*THE PROBLEM:* Every line with the string "numbered" should be copied from the data.

*RECORDS FOR PROCESSING:*

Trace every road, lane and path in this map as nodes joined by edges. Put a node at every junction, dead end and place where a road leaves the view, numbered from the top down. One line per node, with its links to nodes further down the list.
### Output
* * *
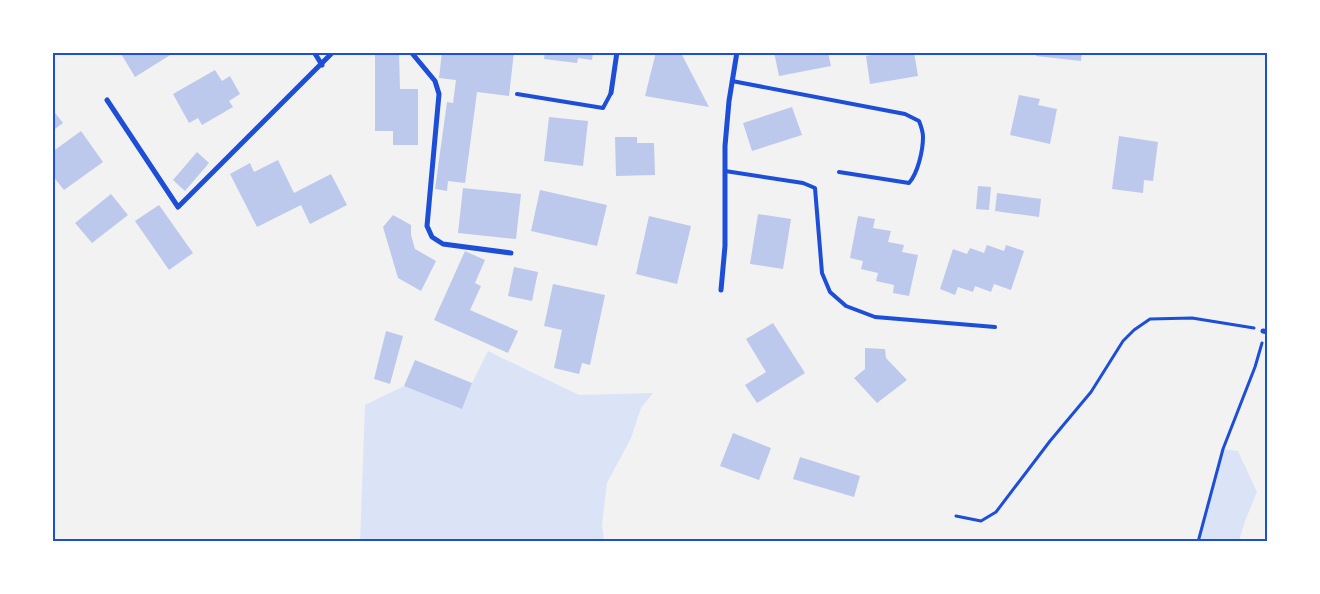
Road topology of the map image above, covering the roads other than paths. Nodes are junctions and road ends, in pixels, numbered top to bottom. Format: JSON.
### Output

*SOLUTION TO THIS TASK:*
Trace every road, lane and path in this map as nodes joined by edges. Put a node at every junction, dead end and place where a road leaves the view, numbered from the top down. One line per node, with its links to nodes further down the list.
Road topology of the map image above, covering the roads other than paths. Nodes are junctions and road ends, in pixels, numbered top to bottom. Format: JSON.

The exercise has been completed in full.